> [Assignment] Please output the entries that follow exactly, without a single image.
[[ Dataset excerpts, beginning ]]
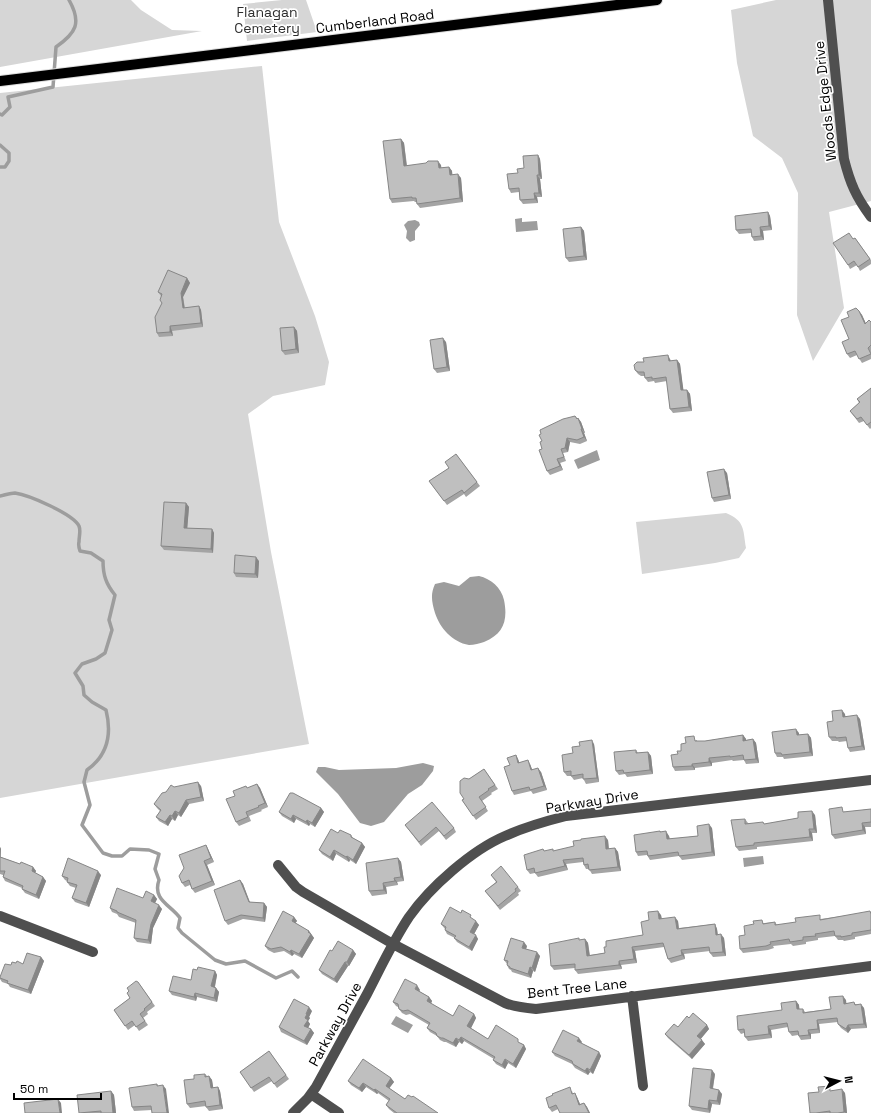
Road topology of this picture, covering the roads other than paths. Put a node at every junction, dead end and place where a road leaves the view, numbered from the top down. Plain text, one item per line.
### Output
1 (657, 0) edge
2 (828, 0) edge
3 (0, 81) edge
4 (871, 217) edge
5 (871, 780) edge
6 (278, 865) dead end
7 (0, 916) edge
8 (393, 944) junction
9 (93, 952) dead end
10 (871, 966) edge
11 (632, 996) junction
12 (643, 1086) dead end
13 (311, 1094) junction
14 (293, 1113) edge
15 (339, 1113) edge

1 - 3 main road, Cumberland Road
2 - 4 street, Woods Edge Drive
5 - 8 street, Parkway Drive
6 - 8 street, Bent Tree Lane
7 - 9 street
8 - 11 street, Bent Tree Lane
8 - 13 street, Parkway Drive
10 - 11 street, Bent Tree Lane
11 - 12 street
13 - 14 street, Parkway Drive
13 - 15 street

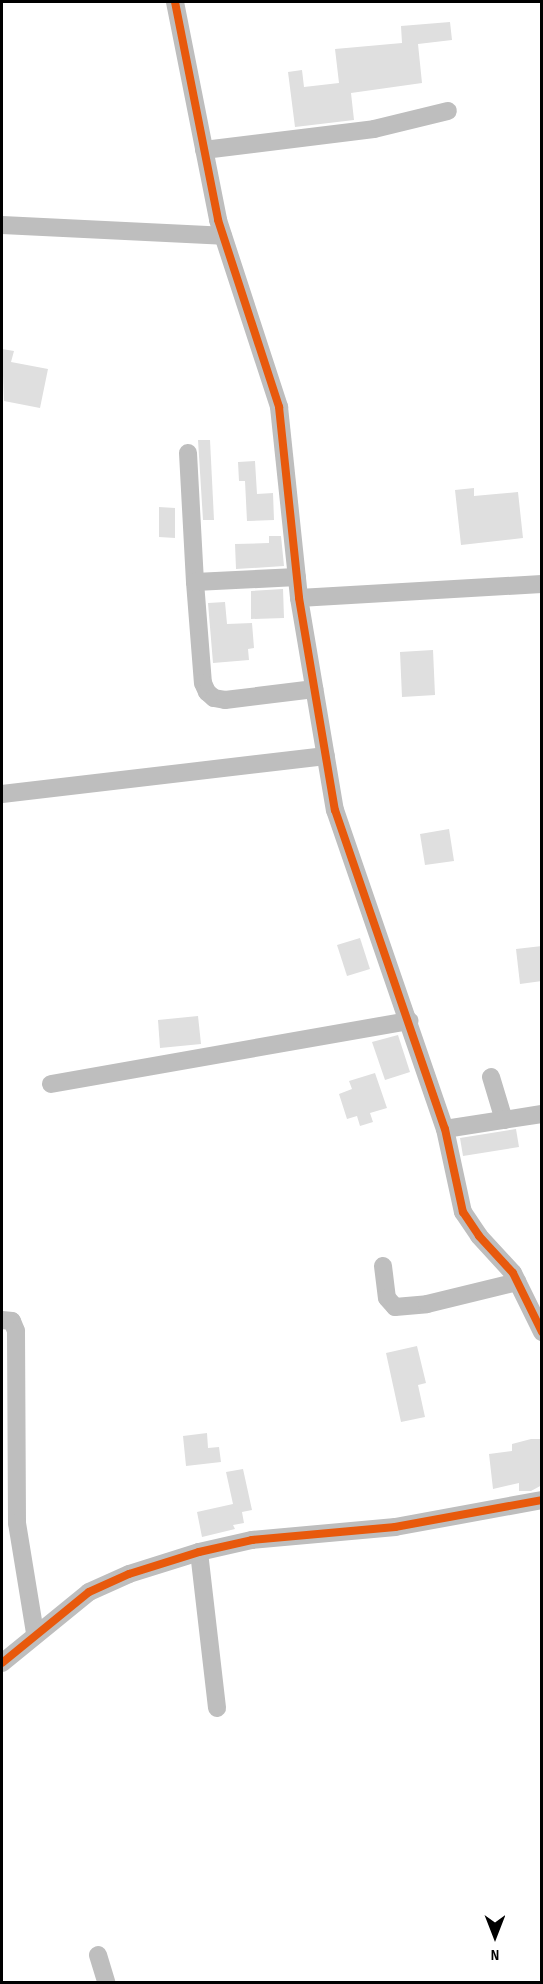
[[ Dataset excerpts, end ]]
> [Output below]
Road topology of this picture, covering the roads other than paths. Put a node at every junction, dead end and place where a road leaves the view, numbered from the top down. Plain text, one item per line.
### Output
1 (657, 0) edge
2 (828, 0) edge
3 (0, 81) edge
4 (871, 217) edge
5 (871, 780) edge
6 (278, 865) dead end
7 (0, 916) edge
8 (393, 944) junction
9 (93, 952) dead end
10 (871, 966) edge
11 (632, 996) junction
12 (643, 1086) dead end
13 (311, 1094) junction
14 (293, 1113) edge
15 (339, 1113) edge

1 - 3 main road, Cumberland Road
2 - 4 street, Woods Edge Drive
5 - 8 street, Parkway Drive
6 - 8 street, Bent Tree Lane
7 - 9 street
8 - 11 street, Bent Tree Lane
8 - 13 street, Parkway Drive
10 - 11 street, Bent Tree Lane
11 - 12 street
13 - 14 street, Parkway Drive
13 - 15 street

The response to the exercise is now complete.